1/2 liter of beef or chicken broth 4 star anise 4 cloves 2 cinnamon sticks 4 cm piece of ginger sliced 2 tbsp fish sauce
Ingredients
300 g Lapin Liha’s reindeer tenderloin 4 spring onion stalks 1 red chili 1 lime 1 pot of Thai basil, coriander, and/or mint 2 dl mung bean sprouts 250 g rice noodles (Sriracha chili sauce)
Instructions
Put the broth ingredients in a pot and let simmer for 20 minutes on low heat. There’s a lot of variation in ready-made broths, so taste and add spices if needed to get the desired strength of the broth.

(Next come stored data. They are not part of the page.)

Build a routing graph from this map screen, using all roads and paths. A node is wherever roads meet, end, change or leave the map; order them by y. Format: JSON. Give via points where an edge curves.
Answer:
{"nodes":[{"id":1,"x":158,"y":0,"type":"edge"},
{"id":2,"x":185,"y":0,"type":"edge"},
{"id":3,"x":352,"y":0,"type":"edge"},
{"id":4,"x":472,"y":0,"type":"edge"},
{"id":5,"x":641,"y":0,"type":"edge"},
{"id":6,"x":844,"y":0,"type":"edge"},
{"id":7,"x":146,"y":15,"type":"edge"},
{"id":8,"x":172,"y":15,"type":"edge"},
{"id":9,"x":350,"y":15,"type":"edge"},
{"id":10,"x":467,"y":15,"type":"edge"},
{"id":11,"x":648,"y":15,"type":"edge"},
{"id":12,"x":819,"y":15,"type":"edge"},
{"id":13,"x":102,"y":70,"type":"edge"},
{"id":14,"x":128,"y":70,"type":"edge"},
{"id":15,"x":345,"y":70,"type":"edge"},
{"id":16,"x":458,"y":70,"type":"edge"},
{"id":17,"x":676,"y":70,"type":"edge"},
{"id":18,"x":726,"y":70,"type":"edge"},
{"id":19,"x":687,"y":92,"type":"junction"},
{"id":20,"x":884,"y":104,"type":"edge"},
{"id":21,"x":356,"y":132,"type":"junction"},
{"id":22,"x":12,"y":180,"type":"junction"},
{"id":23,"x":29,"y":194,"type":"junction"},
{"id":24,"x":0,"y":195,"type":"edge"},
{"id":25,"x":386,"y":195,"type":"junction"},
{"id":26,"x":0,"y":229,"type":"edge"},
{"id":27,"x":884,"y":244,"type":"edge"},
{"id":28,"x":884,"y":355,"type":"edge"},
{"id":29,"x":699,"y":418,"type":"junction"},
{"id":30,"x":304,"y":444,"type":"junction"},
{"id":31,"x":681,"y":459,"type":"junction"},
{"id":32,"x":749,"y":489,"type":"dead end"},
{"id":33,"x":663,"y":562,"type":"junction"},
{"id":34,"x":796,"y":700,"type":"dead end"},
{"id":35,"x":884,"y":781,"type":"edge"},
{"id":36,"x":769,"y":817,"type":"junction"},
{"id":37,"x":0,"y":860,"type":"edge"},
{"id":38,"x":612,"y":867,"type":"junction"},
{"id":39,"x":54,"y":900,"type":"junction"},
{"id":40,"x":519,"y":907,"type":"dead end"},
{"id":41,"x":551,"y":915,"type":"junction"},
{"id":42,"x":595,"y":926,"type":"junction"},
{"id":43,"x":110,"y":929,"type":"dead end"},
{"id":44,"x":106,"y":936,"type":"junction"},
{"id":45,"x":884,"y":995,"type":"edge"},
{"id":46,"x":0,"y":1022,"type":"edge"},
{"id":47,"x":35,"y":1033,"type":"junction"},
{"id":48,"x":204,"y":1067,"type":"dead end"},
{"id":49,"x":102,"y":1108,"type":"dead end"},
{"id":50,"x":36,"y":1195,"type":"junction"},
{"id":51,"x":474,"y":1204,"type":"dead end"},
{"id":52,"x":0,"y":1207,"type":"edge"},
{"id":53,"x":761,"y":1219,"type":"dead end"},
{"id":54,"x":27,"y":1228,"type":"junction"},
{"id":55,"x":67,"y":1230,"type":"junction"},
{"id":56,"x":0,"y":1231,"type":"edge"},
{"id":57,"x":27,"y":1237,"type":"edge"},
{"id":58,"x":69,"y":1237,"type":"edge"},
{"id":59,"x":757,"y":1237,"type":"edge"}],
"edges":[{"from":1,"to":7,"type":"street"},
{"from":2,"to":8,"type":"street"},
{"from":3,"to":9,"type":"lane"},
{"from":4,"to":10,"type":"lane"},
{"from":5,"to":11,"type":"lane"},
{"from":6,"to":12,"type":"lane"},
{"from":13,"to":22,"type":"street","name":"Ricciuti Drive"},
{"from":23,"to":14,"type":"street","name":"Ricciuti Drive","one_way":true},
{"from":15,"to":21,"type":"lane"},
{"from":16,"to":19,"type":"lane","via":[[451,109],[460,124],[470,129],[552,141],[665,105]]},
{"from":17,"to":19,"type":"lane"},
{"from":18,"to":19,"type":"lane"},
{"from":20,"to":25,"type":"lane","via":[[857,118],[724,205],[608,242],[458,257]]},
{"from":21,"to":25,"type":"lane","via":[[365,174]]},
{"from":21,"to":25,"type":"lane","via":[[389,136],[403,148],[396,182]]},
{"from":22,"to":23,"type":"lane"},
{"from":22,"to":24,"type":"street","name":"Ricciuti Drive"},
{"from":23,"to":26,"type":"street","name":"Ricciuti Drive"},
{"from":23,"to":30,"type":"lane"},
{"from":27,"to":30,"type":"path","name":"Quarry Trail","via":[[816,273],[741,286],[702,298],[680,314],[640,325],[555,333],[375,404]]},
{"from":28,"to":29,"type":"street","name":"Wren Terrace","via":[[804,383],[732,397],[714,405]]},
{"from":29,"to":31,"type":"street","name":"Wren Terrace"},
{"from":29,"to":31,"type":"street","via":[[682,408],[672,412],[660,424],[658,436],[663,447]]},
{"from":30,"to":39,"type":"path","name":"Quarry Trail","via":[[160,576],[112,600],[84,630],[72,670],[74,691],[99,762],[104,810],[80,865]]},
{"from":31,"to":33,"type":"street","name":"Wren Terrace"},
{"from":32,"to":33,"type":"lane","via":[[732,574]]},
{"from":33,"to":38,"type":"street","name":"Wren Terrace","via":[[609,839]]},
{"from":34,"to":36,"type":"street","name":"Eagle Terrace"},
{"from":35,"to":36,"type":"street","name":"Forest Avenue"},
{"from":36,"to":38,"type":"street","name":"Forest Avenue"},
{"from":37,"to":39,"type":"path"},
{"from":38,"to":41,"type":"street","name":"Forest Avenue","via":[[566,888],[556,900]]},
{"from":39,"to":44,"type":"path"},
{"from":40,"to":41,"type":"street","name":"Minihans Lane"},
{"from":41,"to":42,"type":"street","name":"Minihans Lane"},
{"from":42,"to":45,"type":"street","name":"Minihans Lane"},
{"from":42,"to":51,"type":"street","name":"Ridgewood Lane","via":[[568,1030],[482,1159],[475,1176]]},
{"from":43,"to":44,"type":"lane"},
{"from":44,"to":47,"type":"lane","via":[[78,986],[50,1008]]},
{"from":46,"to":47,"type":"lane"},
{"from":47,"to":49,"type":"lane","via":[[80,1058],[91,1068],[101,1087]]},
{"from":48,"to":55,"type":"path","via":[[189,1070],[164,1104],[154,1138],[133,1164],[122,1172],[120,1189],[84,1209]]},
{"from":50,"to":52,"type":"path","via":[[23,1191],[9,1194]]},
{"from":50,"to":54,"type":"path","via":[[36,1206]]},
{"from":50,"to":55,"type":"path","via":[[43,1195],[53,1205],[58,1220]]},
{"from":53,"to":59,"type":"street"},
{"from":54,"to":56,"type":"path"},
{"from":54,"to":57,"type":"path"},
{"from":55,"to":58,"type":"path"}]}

Put a large pot of salted water to boil.
Slice the green onions and chili. Cut the lime into wedges and coarsely chop the herbs.
Slice the meat very thin against the grain. Place the slices in a large sieve and blanch in the salted water until pink, about 1 minute. You can also pan-fry the meat if that feels easier.

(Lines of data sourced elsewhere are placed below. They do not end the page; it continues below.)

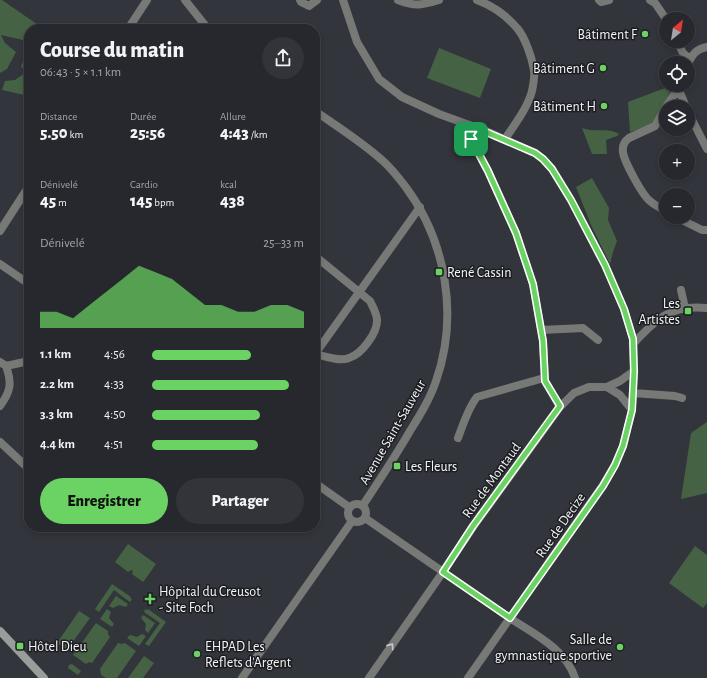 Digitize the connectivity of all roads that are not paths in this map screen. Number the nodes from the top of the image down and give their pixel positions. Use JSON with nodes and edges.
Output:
{"nodes":[{"id":1,"x":147,"y":0,"type":"edge"},
{"id":2,"x":185,"y":0,"type":"edge"},
{"id":3,"x":300,"y":0,"type":"edge"},
{"id":4,"x":317,"y":0,"type":"edge"},
{"id":5,"x":343,"y":0,"type":"edge"},
{"id":6,"x":398,"y":0,"type":"edge"},
{"id":7,"x":440,"y":0,"type":"edge"},
{"id":8,"x":477,"y":0,"type":"edge"},
{"id":9,"x":598,"y":0,"type":"edge"},
{"id":10,"x":609,"y":0,"type":"edge"},
{"id":11,"x":650,"y":0,"type":"edge"},
{"id":12,"x":662,"y":12,"type":"edge"},
{"id":13,"x":131,"y":24,"type":"edge"},
{"id":14,"x":204,"y":24,"type":"edge"},
{"id":15,"x":707,"y":47,"type":"edge"},
{"id":16,"x":692,"y":56,"type":"edge"},
{"id":17,"x":320,"y":114,"type":"edge"},
{"id":18,"x":659,"y":119,"type":"edge"},
{"id":19,"x":472,"y":126,"type":"junction"},
{"id":20,"x":695,"y":126,"type":"edge"},
{"id":21,"x":505,"y":140,"type":"junction"},
{"id":22,"x":707,"y":149,"type":"edge"},
{"id":23,"x":24,"y":193,"type":"edge"},
{"id":24,"x":420,"y":207,"type":"junction"},
{"id":25,"x":659,"y":207,"type":"edge"},
{"id":26,"x":690,"y":224,"type":"edge"},
{"id":27,"x":1,"y":226,"type":"edge"},
{"id":28,"x":707,"y":230,"type":"edge"},
{"id":29,"x":320,"y":260,"type":"edge"},
{"id":30,"x":0,"y":264,"type":"edge"},
{"id":31,"x":24,"y":281,"type":"edge"},
{"id":32,"x":681,"y":290,"type":"dead end"},
{"id":33,"x":359,"y":293,"type":"junction"},
{"id":34,"x":685,"y":308,"type":"junction"},
{"id":35,"x":707,"y":308,"type":"edge"},
{"id":36,"x":541,"y":330,"type":"junction"},
{"id":37,"x":598,"y":340,"type":"dead end"},
{"id":38,"x":633,"y":344,"type":"junction"},
{"id":39,"x":320,"y":347,"type":"edge"},
{"id":40,"x":320,"y":355,"type":"edge"},
{"id":41,"x":24,"y":362,"type":"edge"},
{"id":42,"x":3,"y":364,"type":"edge"},
{"id":43,"x":634,"y":371,"type":"junction"},
{"id":44,"x":544,"y":378,"type":"junction"},
{"id":45,"x":607,"y":387,"type":"junction"},
{"id":46,"x":633,"y":393,"type":"junction"},
{"id":47,"x":682,"y":398,"type":"dead end"},
{"id":48,"x":0,"y":406,"type":"edge"},
{"id":49,"x":560,"y":406,"type":"junction"},
{"id":50,"x":632,"y":410,"type":"junction"},
{"id":51,"x":458,"y":438,"type":"dead end"},
{"id":52,"x":0,"y":442,"type":"edge"},
{"id":53,"x":24,"y":464,"type":"edge"},
{"id":54,"x":320,"y":487,"type":"edge"},
{"id":55,"x":363,"y":505,"type":"junction"},
{"id":56,"x":349,"y":507,"type":"junction"},
{"id":57,"x":365,"y":518,"type":"junction"},
{"id":58,"x":352,"y":521,"type":"junction"},
{"id":59,"x":443,"y":572,"type":"junction"},
{"id":60,"x":510,"y":618,"type":"junction"},
{"id":61,"x":0,"y":631,"type":"edge"},
{"id":62,"x":41,"y":677,"type":"edge"},
{"id":63,"x":242,"y":678,"type":"edge"},
{"id":64,"x":369,"y":678,"type":"edge"},
{"id":65,"x":468,"y":678,"type":"edge"},
{"id":66,"x":575,"y":678,"type":"edge"}],
"edges":[{"from":1,"to":13,"type":"street"},
{"from":2,"to":14,"type":"street"},
{"from":3,"to":4,"type":"street"},
{"from":5,"to":19,"type":"street","name":"Rue de Decize"},
{"from":6,"to":7,"type":"street"},
{"from":8,"to":21,"type":"street"},
{"from":9,"to":10,"type":"street"},
{"from":11,"to":12,"type":"street"},
{"from":15,"to":16,"type":"street"},
{"from":17,"to":24,"type":"street","name":"Avenue Saint-Sauveur"},
{"from":18,"to":25,"type":"street"},
{"from":19,"to":21,"type":"street","name":"Rue de Decize"},
{"from":19,"to":36,"type":"street"},
{"from":20,"to":22,"type":"street"},
{"from":21,"to":38,"type":"street","name":"Rue de Decize"},
{"from":23,"to":27,"type":"street"},
{"from":24,"to":33,"type":"street"},
{"from":24,"to":55,"type":"street","name":"Avenue Saint-Sauveur"},
{"from":26,"to":28,"type":"street"},
{"from":29,"to":33,"type":"street"},
{"from":30,"to":31,"type":"street"},
{"from":32,"to":34,"type":"street"},
{"from":33,"to":39,"type":"street"},
{"from":33,"to":40,"type":"street"},
{"from":34,"to":35,"type":"street"},
{"from":34,"to":38,"type":"street"},
{"from":36,"to":37,"type":"street"},
{"from":36,"to":44,"type":"street"},
{"from":38,"to":43,"type":"street","name":"Rue de Decize"},
{"from":41,"to":42,"type":"street"},
{"from":42,"to":48,"type":"street"},
{"from":43,"to":45,"type":"street","name":"Rue de Montaud"},
{"from":43,"to":46,"type":"street","name":"Rue de Decize"},
{"from":44,"to":49,"type":"street"},
{"from":44,"to":51,"type":"street"},
{"from":45,"to":49,"type":"street","name":"Rue de Montaud"},
{"from":45,"to":50,"type":"street"},
{"from":46,"to":47,"type":"street"},
{"from":46,"to":50,"type":"street","name":"Rue de Decize"},
{"from":49,"to":59,"type":"street","name":"Rue de Montaud"},
{"from":50,"to":60,"type":"street","name":"Rue de Decize"},
{"from":52,"to":53,"type":"street"},
{"from":54,"to":56,"type":"street"},
{"from":55,"to":56,"type":"street"},
{"from":55,"to":57,"type":"street"},
{"from":56,"to":58,"type":"street"},
{"from":57,"to":58,"type":"street"},
{"from":57,"to":59,"type":"street"},
{"from":58,"to":63,"type":"street"},
{"from":59,"to":60,"type":"street"},
{"from":64,"to":59,"type":"street","name":"Rue de Montaud","one_way":true},
{"from":60,"to":65,"type":"street","name":"Rue de Decize"},
{"from":60,"to":66,"type":"street"},
{"from":61,"to":62,"type":"main road"}]}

Blanch the sprouts in a sieve for a couple of minutes and set aside. Cook the noodles until done, about 3 minutes, and drain.
Divide the noodles and sprouts into soup bowls and add the meat, onion, chili, and herbs on top. Ladle the hot seasoned broth into the bowls without the spices. Squeeze lime over it and, if you like, add heat with sriracha.